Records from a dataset

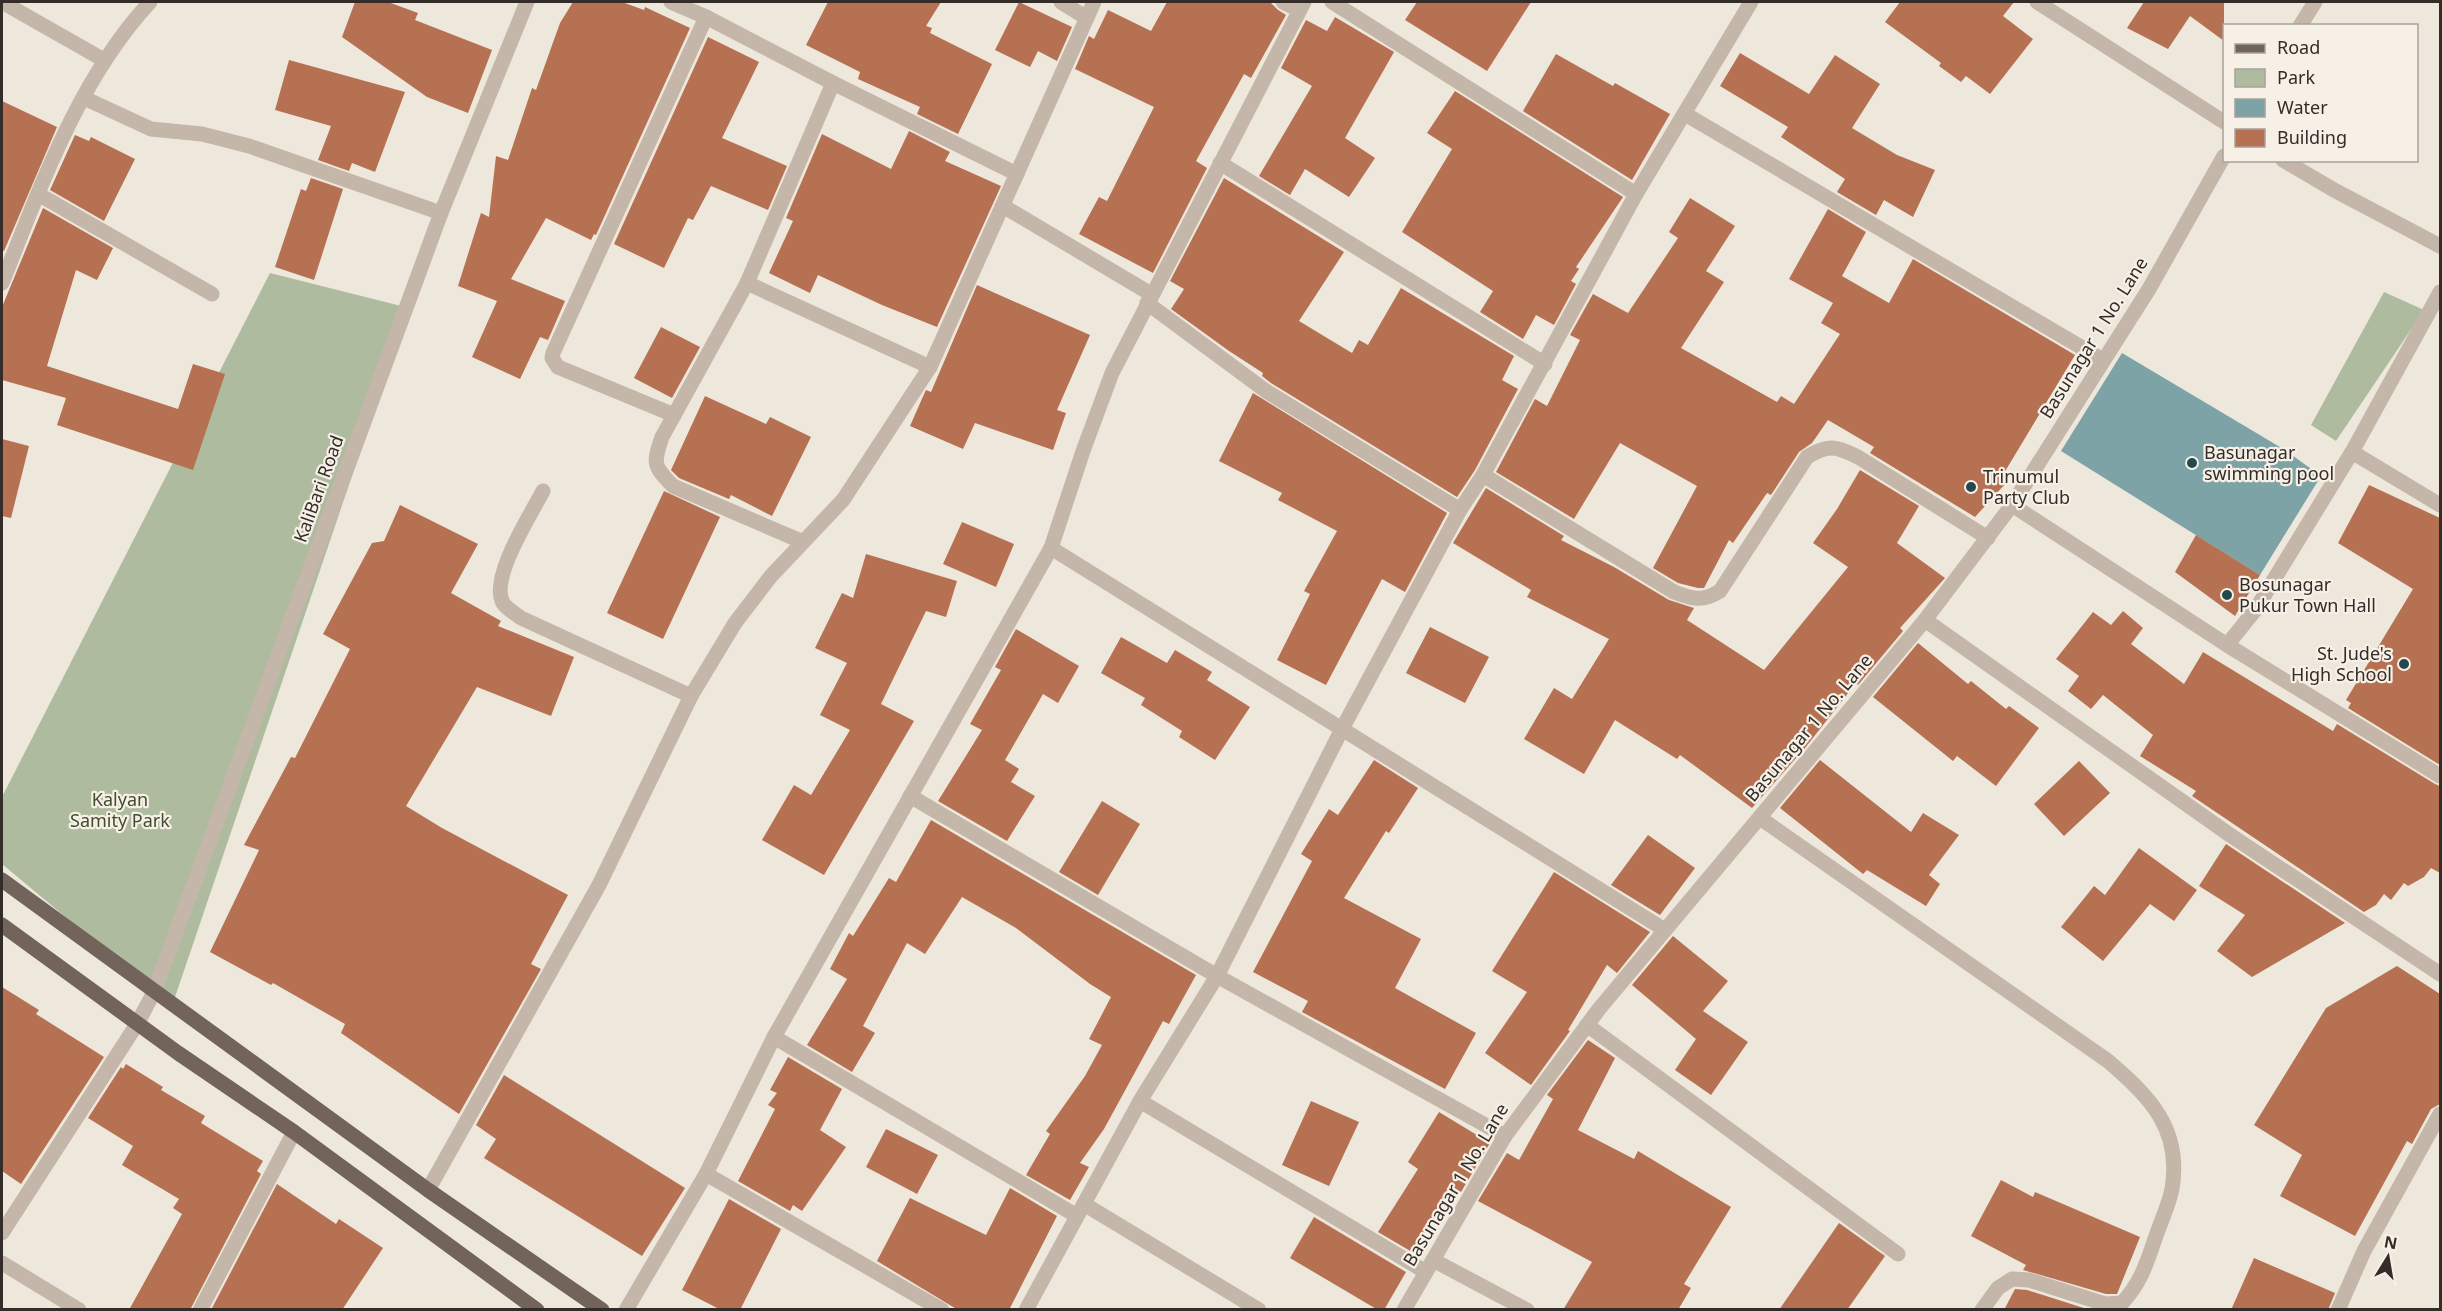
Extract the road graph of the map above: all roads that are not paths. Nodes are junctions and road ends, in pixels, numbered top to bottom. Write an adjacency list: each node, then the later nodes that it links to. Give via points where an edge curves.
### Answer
1 (2, 2): 16 (street)
2 (150, 2): 16 (street)
3 (527, 2): 28 (street, KaliBari Road)
4 (672, 2): 13 (street)
5 (1061, 2): 14 (street)
6 (1094, 2): 14 (street)
7 (1283, 2): 12 (street)
8 (1332, 2): 26 (street)
9 (2037, 2): 20 (street)
10 (2314, 2): 15 (street)
11 (1748, 3): 19 (street)
12 (1301, 6): 23 (street)
13 (706, 17): 17 (street); 38 (street, via 552,358 558,367)
14 (1087, 18): 24 (street)
15 (2301, 24)
16 (104, 60): 18 (street)
17 (833, 83): 24 (street); 31 (street)
18 (84, 98): 25 (street); 28 (street, via 151,129 202,134 249,146)
19 (1685, 114): 26 (street); 35 (street)
20 (2223, 121)
21 (2223, 158): 35 (street, Basunagar 1 No. Lane, via 2149,289)
22 (2286, 162): 29 (street)
23 (1220, 163): 34 (street); 36 (street)
24 (1017, 174): 27 (street)
25 (38, 194): 30 (street); 33 (street)
26 (1636, 194): 36 (street)
27 (1003, 206): 34 (street); 37 (street)
28 (441, 213): 60 (street, KaliBari Road)
29 (2440, 246)
30 (2, 283)
31 (747, 283): 37 (street); 38 (street)
32 (2440, 292): 39 (street)
33 (212, 294)
34 (1149, 299): 44 (street, via 1266,391); 47 (street, via 1112,373)
35 (2103, 360): 42 (street, Basunagar 1 No. Lane)
36 (1545, 364): 40 (street)
37 (930, 367): 46 (street, via 843,500)
38 (674, 415): 46 (street, via 655,456 657,470 673,486)
39 (2352, 452): 43 (street); 49 (street, via 2256,609)
40 (1483, 475): 44 (street); 45 (street, via 1674,592 1694,599 1708,599 1720,591 1807,457 1823,447 1841,448 1858,457)
41 (543, 491): 50 (street, via 502,571 503,603 521,618)
42 (2012, 505): 45 (street, Basunagar 1 No. Lane); 49 (street)
43 (2440, 505)
44 (1460, 510): 51 (street)
45 (1988, 538): 48 (street, Basunagar 1 No. Lane)
46 (803, 542): 50 (street, via 735,623)
47 (1051, 548): 51 (street); 53 (street)
48 (1925, 620): 54 (street, Basunagar 1 No. Lane); 58 (street, via 2230,835)
49 (2227, 645): 52 (street)
50 (691, 696): 69 (street, via 599,885)
51 (1342, 729): 57 (street); 59 (street)
52 (2440, 776)
53 (910, 796): 59 (street); 63 (street)
54 (1760, 818): 57 (street, Basunagar 1 No. Lane); 85 (street, via 2108,1060 2139,1087 2168,1129 2174,1159 2172,1191 2135,1289 2122,1302 2105,1304 2029,1280 2012,1279 1998,1288)
55 (2, 880): 60 (main road)
56 (2, 925): 61 (main road)
57 (1665, 930): 62 (street, Basunagar 1 No. Lane)
58 (2440, 974)
59 (1217, 976): 64 (street); 67 (street)
60 (154, 992): 61 (street, KaliBari Road); 69 (main road)
61 (137, 1024): 66 (main road); 71 (street, KaliBari Road)
62 (1587, 1025): 67 (street, Basunagar 1 No. Lane); 72 (street)
63 (774, 1037): 68 (street); 70 (street)
64 (1140, 1101): 70 (street); 74 (street)
65 (2440, 1114): 86 (street, via 2364,1251)
66 (294, 1132): 76 (street); 77 (main road)
67 (1505, 1136): 74 (street, Basunagar 1 No. Lane)
68 (706, 1174): 79 (street); 80 (street)
69 (428, 1190): 78 (main road)
70 (1081, 1210): 81 (street); 82 (street)
71 (2, 1233)
72 (1898, 1254)
73 (2, 1263): 75 (street)
74 (1429, 1266): 83 (street, Basunagar 1 No. Lane); 84 (street)
75 (79, 1310)
76 (200, 1310)
77 (537, 1310)
78 (602, 1310)
79 (626, 1310)
80 (942, 1310)
81 (1026, 1310)
82 (1259, 1310)
83 (1404, 1310)
84 (1527, 1310)
85 (1982, 1310)
86 (2338, 1310)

WHAT THE TASK ASKS
In the transcription, every picture is to be excluded and the records above given again exactly.

YOUR SOLUTION
Extract the road graph of the map above: all roads that are not paths. Nodes are junctions and road ends, in pixels, numbered top to bottom. Write an adjacency list: each node, then the later nodes that it links to. Give via points where an edge curves.
### Answer
1 (2, 2): 16 (street)
2 (150, 2): 16 (street)
3 (527, 2): 28 (street, KaliBari Road)
4 (672, 2): 13 (street)
5 (1061, 2): 14 (street)
6 (1094, 2): 14 (street)
7 (1283, 2): 12 (street)
8 (1332, 2): 26 (street)
9 (2037, 2): 20 (street)
10 (2314, 2): 15 (street)
11 (1748, 3): 19 (street)
12 (1301, 6): 23 (street)
13 (706, 17): 17 (street); 38 (street, via 552,358 558,367)
14 (1087, 18): 24 (street)
15 (2301, 24)
16 (104, 60): 18 (street)
17 (833, 83): 24 (street); 31 (street)
18 (84, 98): 25 (street); 28 (street, via 151,129 202,134 249,146)
19 (1685, 114): 26 (street); 35 (street)
20 (2223, 121)
21 (2223, 158): 35 (street, Basunagar 1 No. Lane, via 2149,289)
22 (2286, 162): 29 (street)
23 (1220, 163): 34 (street); 36 (street)
24 (1017, 174): 27 (street)
25 (38, 194): 30 (street); 33 (street)
26 (1636, 194): 36 (street)
27 (1003, 206): 34 (street); 37 (street)
28 (441, 213): 60 (street, KaliBari Road)
29 (2440, 246)
30 (2, 283)
31 (747, 283): 37 (street); 38 (street)
32 (2440, 292): 39 (street)
33 (212, 294)
34 (1149, 299): 44 (street, via 1266,391); 47 (street, via 1112,373)
35 (2103, 360): 42 (street, Basunagar 1 No. Lane)
36 (1545, 364): 40 (street)
37 (930, 367): 46 (street, via 843,500)
38 (674, 415): 46 (street, via 655,456 657,470 673,486)
39 (2352, 452): 43 (street); 49 (street, via 2256,609)
40 (1483, 475): 44 (street); 45 (street, via 1674,592 1694,599 1708,599 1720,591 1807,457 1823,447 1841,448 1858,457)
41 (543, 491): 50 (street, via 502,571 503,603 521,618)
42 (2012, 505): 45 (street, Basunagar 1 No. Lane); 49 (street)
43 (2440, 505)
44 (1460, 510): 51 (street)
45 (1988, 538): 48 (street, Basunagar 1 No. Lane)
46 (803, 542): 50 (street, via 735,623)
47 (1051, 548): 51 (street); 53 (street)
48 (1925, 620): 54 (street, Basunagar 1 No. Lane); 58 (street, via 2230,835)
49 (2227, 645): 52 (street)
50 (691, 696): 69 (street, via 599,885)
51 (1342, 729): 57 (street); 59 (street)
52 (2440, 776)
53 (910, 796): 59 (street); 63 (street)
54 (1760, 818): 57 (street, Basunagar 1 No. Lane); 85 (street, via 2108,1060 2139,1087 2168,1129 2174,1159 2172,1191 2135,1289 2122,1302 2105,1304 2029,1280 2012,1279 1998,1288)
55 (2, 880): 60 (main road)
56 (2, 925): 61 (main road)
57 (1665, 930): 62 (street, Basunagar 1 No. Lane)
58 (2440, 974)
59 (1217, 976): 64 (street); 67 (street)
60 (154, 992): 61 (street, KaliBari Road); 69 (main road)
61 (137, 1024): 66 (main road); 71 (street, KaliBari Road)
62 (1587, 1025): 67 (street, Basunagar 1 No. Lane); 72 (street)
63 (774, 1037): 68 (street); 70 (street)
64 (1140, 1101): 70 (street); 74 (street)
65 (2440, 1114): 86 (street, via 2364,1251)
66 (294, 1132): 76 (street); 77 (main road)
67 (1505, 1136): 74 (street, Basunagar 1 No. Lane)
68 (706, 1174): 79 (street); 80 (street)
69 (428, 1190): 78 (main road)
70 (1081, 1210): 81 (street); 82 (street)
71 (2, 1233)
72 (1898, 1254)
73 (2, 1263): 75 (street)
74 (1429, 1266): 83 (street, Basunagar 1 No. Lane); 84 (street)
75 (79, 1310)
76 (200, 1310)
77 (537, 1310)
78 (602, 1310)
79 (626, 1310)
80 (942, 1310)
81 (1026, 1310)
82 (1259, 1310)
83 (1404, 1310)
84 (1527, 1310)
85 (1982, 1310)
86 (2338, 1310)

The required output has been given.